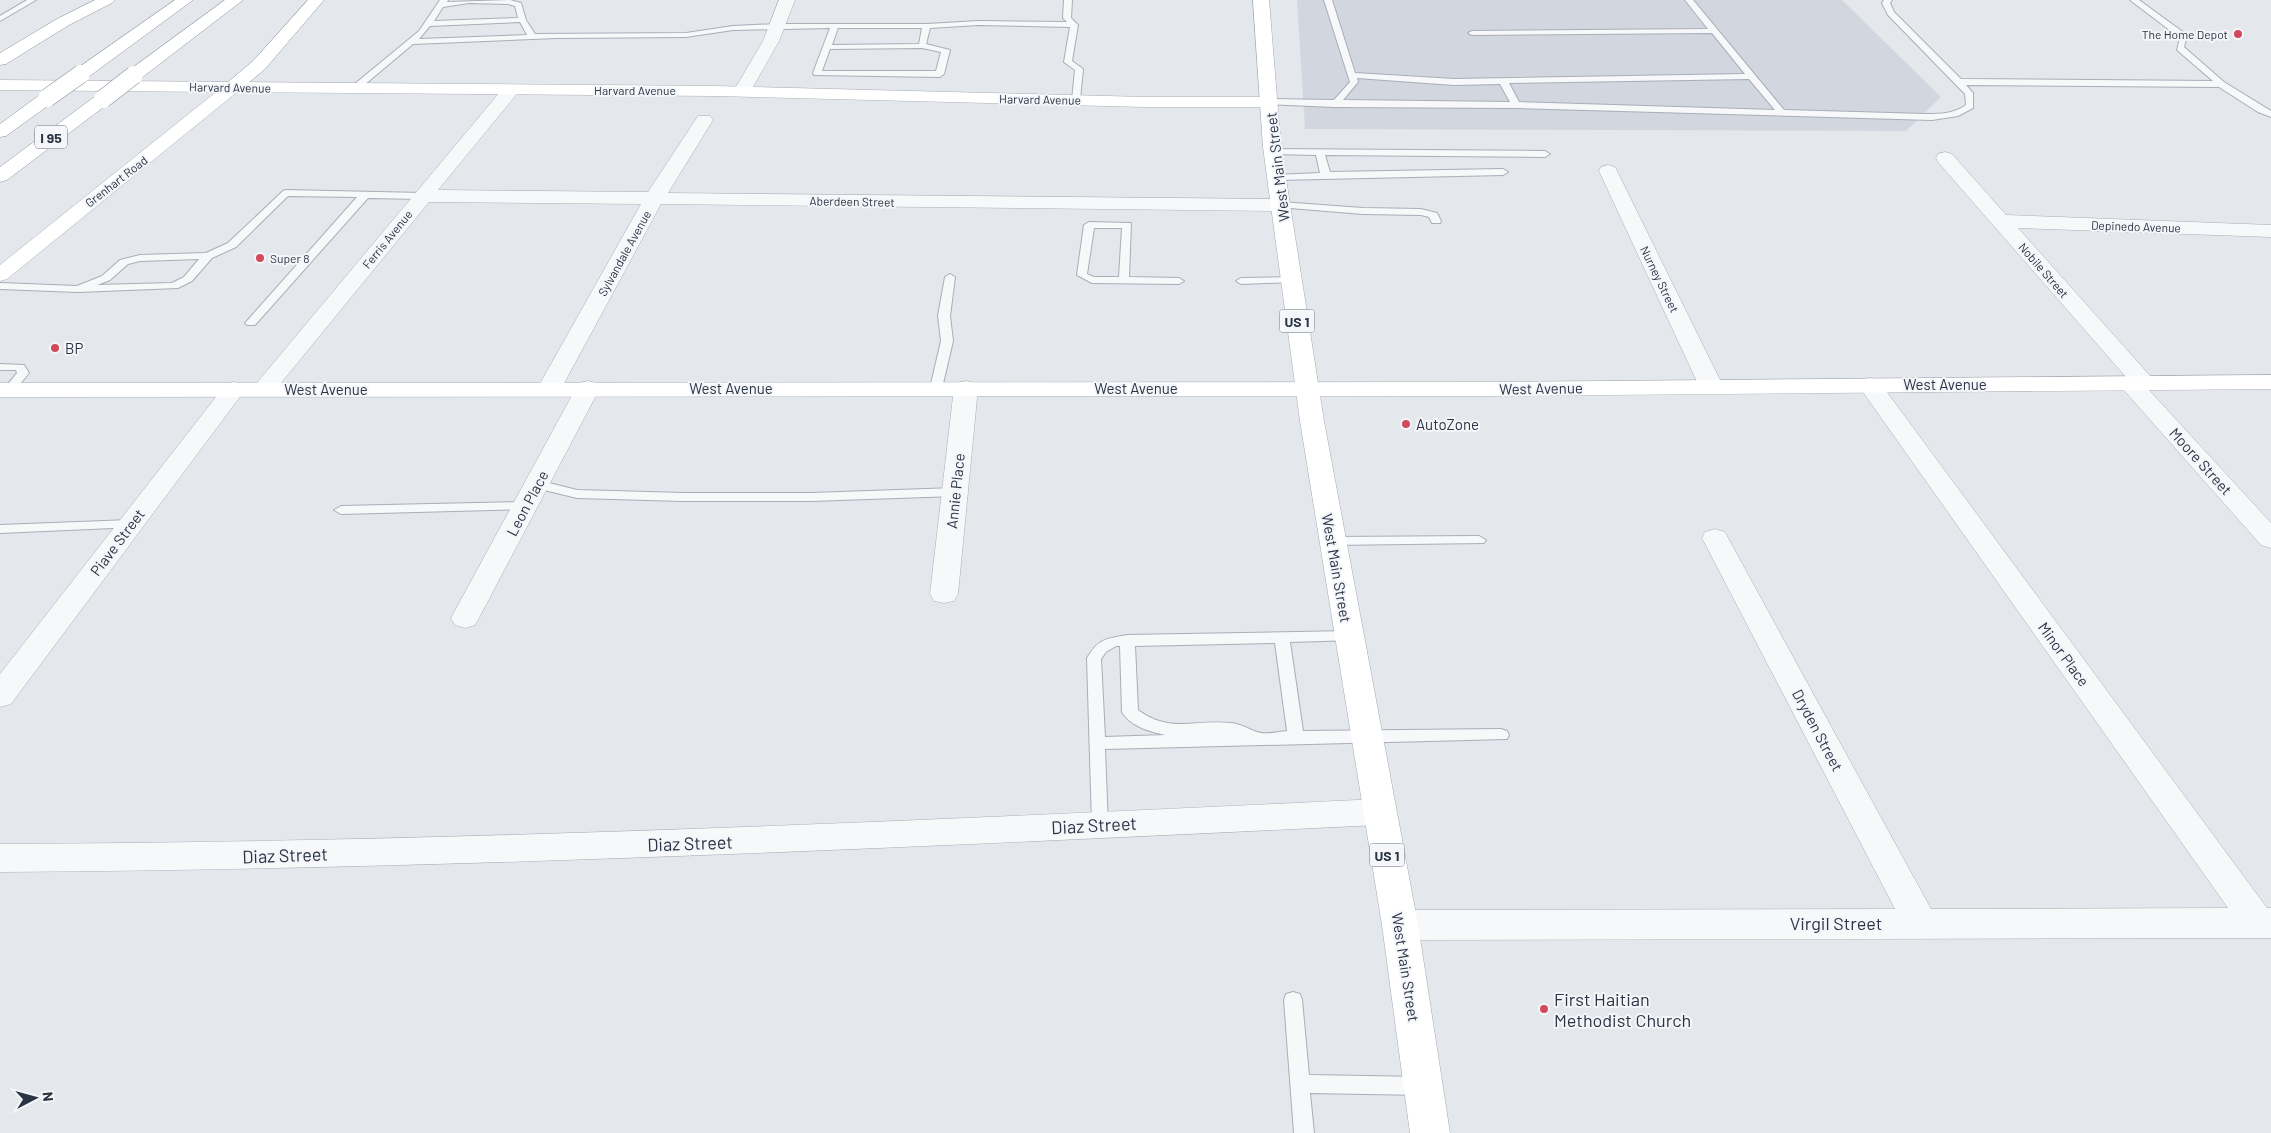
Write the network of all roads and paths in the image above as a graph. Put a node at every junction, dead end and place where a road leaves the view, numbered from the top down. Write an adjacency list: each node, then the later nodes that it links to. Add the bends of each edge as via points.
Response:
1 (32, 0): 15 (lane)
2 (107, 0): 28 (main road)
3 (185, 0): 46 (main road, I 95, bridge)
4 (235, 0): 54 (main road, I 95, bridge)
5 (316, 0): 35 (main road, Grenhart Road, via 259,65)
6 (787, 0): 20 (street)
7 (1068, 0): 19 (lane, via 1067,18)
8 (1261, 0): 40 (main road, West Main Street / US 1)
9 (1328, 0): 29 (lane)
10 (1689, 0): 22 (lane)
11 (1888, 0): 32 (lane, via 1886,3 1891,13)
12 (2134, 0): 33 (lane, via 2184,37 2180,48)
13 (473, 1): 14 (lane); 16 (lane, via 518,5)
14 (443, 2): 17 (lane)
15 (0, 19)
16 (522, 20): 17 (lane); 24 (lane)
17 (430, 24): 25 (lane)
18 (835, 25): 20 (lane); 21 (lane); 26 (lane)
19 (1074, 25): 21 (lane, via 978,23); 39 (lane, via 1068,62 1079,69)
20 (778, 26): 24 (lane, via 686,35); 38 (street)
21 (927, 26): 27 (lane)
22 (1716, 31): 23 (lane); 30 (lane)
23 (1472, 33)
24 (532, 37): 25 (lane)
25 (412, 42): 36 (lane)
26 (827, 46): 27 (lane); 27 (lane, via 817,73 940,74 946,50)
27 (922, 46)
28 (0, 60)
29 (1354, 75): 31 (lane, via 1454,82); 41 (lane, via 1354,82)
30 (1752, 76): 31 (lane); 43 (lane)
31 (1503, 81): 42 (lane)
32 (1957, 82): 33 (lane); 43 (lane, via 1969,94 1970,106 1963,112 1946,117)
33 (2221, 84): 44 (lane)
34 (0, 85): 35 (main road, Harvard Avenue)
35 (233, 87): 36 (main road, Harvard Avenue); 66 (main road, Grenhart Road)
36 (354, 89): 37 (main road, Harvard Avenue)
37 (511, 90): 38 (main road, Harvard Avenue); 57 (street, Ferris Avenue)
38 (742, 92): 39 (main road, Harvard Avenue)
39 (1076, 100): 40 (main road, Harvard Avenue)
40 (1270, 102): 41 (lane); 47 (main road, West Main Street / US 1)
41 (1335, 104): 42 (lane)
42 (1516, 105): 43 (lane)
43 (1782, 113)
44 (2271, 114)
45 (704, 120): 58 (street, Sylvandale Avenue)
46 (0, 132)
47 (1272, 152): 48 (lane); 55 (main road, West Main Street / US 1)
48 (1320, 152): 49 (lane); 53 (lane)
49 (1545, 154)
50 (1945, 158): 62 (street, Nobile Street)
51 (1503, 172): 53 (lane)
52 (1608, 172): 79 (street, Nurney Street)
53 (1325, 175): 55 (lane)
54 (0, 176)
55 (1277, 177): 60 (main road, West Main Street / US 1)
56 (365, 195): 57 (lane); 65 (lane, via 286,193 232,245); 74 (lane)
57 (423, 196): 58 (street, Aberdeen Street); 84 (street, Ferris Avenue)
58 (654, 199): 59 (street, Aberdeen Street); 85 (street, Sylvandale Avenue)
59 (1099, 204): 60 (street, Aberdeen Street); 63 (lane)
60 (1281, 205): 61 (lane, via 1422,212 1433,215); 69 (main road, West Main Street / US 1)
61 (1436, 220)
62 (2001, 221): 64 (street, Depinedo Avenue); 77 (street, Nobile Street)
63 (1098, 223): 68 (lane, via 1127,225); 68 (lane, via 1089,225 1082,275 1092,280)
64 (2271, 231)
65 (208, 256): 73 (lane, via 140,258 124,262 106,278); 73 (lane, via 188,279 174,286)
66 (0, 275)
67 (950, 277): 81 (lane, via 944,316 948,341)
68 (1124, 280): 70 (lane)
69 (1291, 280): 71 (lane); 86 (main road, West Main Street / US 1)
70 (1179, 281)
71 (1241, 281)
72 (0, 286): 73 (lane)
73 (78, 289)
74 (251, 323)
75 (0, 367): 87 (lane, via 20,367 23,373)
76 (2271, 382): 77 (main road, West Avenue)
77 (2137, 383): 78 (main road, West Avenue); 94 (street, Moore Street)
78 (1870, 385): 79 (main road, West Avenue); 112 (street, Minor Place)
79 (1711, 386): 86 (main road, West Avenue)
80 (588, 388): 81 (main road, West Avenue); 85 (main road, West Avenue); 89 (street, Leon Place)
81 (936, 388): 82 (main road, West Avenue)
82 (966, 388): 86 (main road, West Avenue); 88 (street, Annie Place)
83 (234, 389): 84 (main road, West Avenue); 87 (main road, West Avenue); 91 (street, Piave Street)
84 (264, 389): 85 (main road, West Avenue)
85 (549, 389)
86 (1307, 389): 96 (main road, West Main Street / US 1)
87 (4, 390)
88 (955, 492): 89 (lane, via 811,497); 97 (street, Annie Place)
89 (531, 495): 90 (lane); 98 (street, Leon Place)
90 (341, 510)
91 (130, 524): 92 (lane); 102 (street, Piave Street)
92 (0, 529)
93 (1715, 538): 111 (street, Dryden Street)
94 (2271, 539)
95 (1479, 540): 96 (lane)
96 (1333, 541): 99 (main road, West Main Street / US 1)
97 (944, 594)
98 (466, 618)
99 (1349, 636): 100 (lane); 104 (main road, West Main Street / US 1)
100 (1282, 638): 101 (lane); 105 (lane)
101 (1127, 640): 106 (lane, via 1130,712 1143,723 1159,729 1234,729); 107 (lane, via 1113,641 1101,648 1094,658)
102 (0, 696)
103 (1500, 735): 104 (lane)
104 (1366, 736): 105 (lane); 108 (main road, West Main Street / US 1)
105 (1296, 737): 106 (lane)
106 (1258, 738): 107 (lane)
107 (1097, 743): 109 (lane)
108 (1379, 812): 109 (street, Diaz Street); 113 (main road, West Main Street / US 1)
109 (1100, 825): 110 (street, Diaz Street, via 723,842 170,858)
110 (0, 858)
111 (1920, 923): 112 (street, Virgil Street); 113 (street, Virgil Street)
112 (2265, 923)
113 (1400, 925): 116 (main road, West Main Street / US 1)
114 (1293, 1000): 115 (lane)
115 (1300, 1084): 116 (lane); 117 (lane)
116 (1423, 1086): 118 (main road, West Main Street / US 1)
117 (1304, 1133)
118 (1430, 1133)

■ ■ ■

Search the listing above for "Nobile" and copy every line that holds it.

• **Task answer**
50 (1945, 158): 62 (street, Nobile Street)
62 (2001, 221): 64 (street, Depinedo Avenue); 77 (street, Nobile Street)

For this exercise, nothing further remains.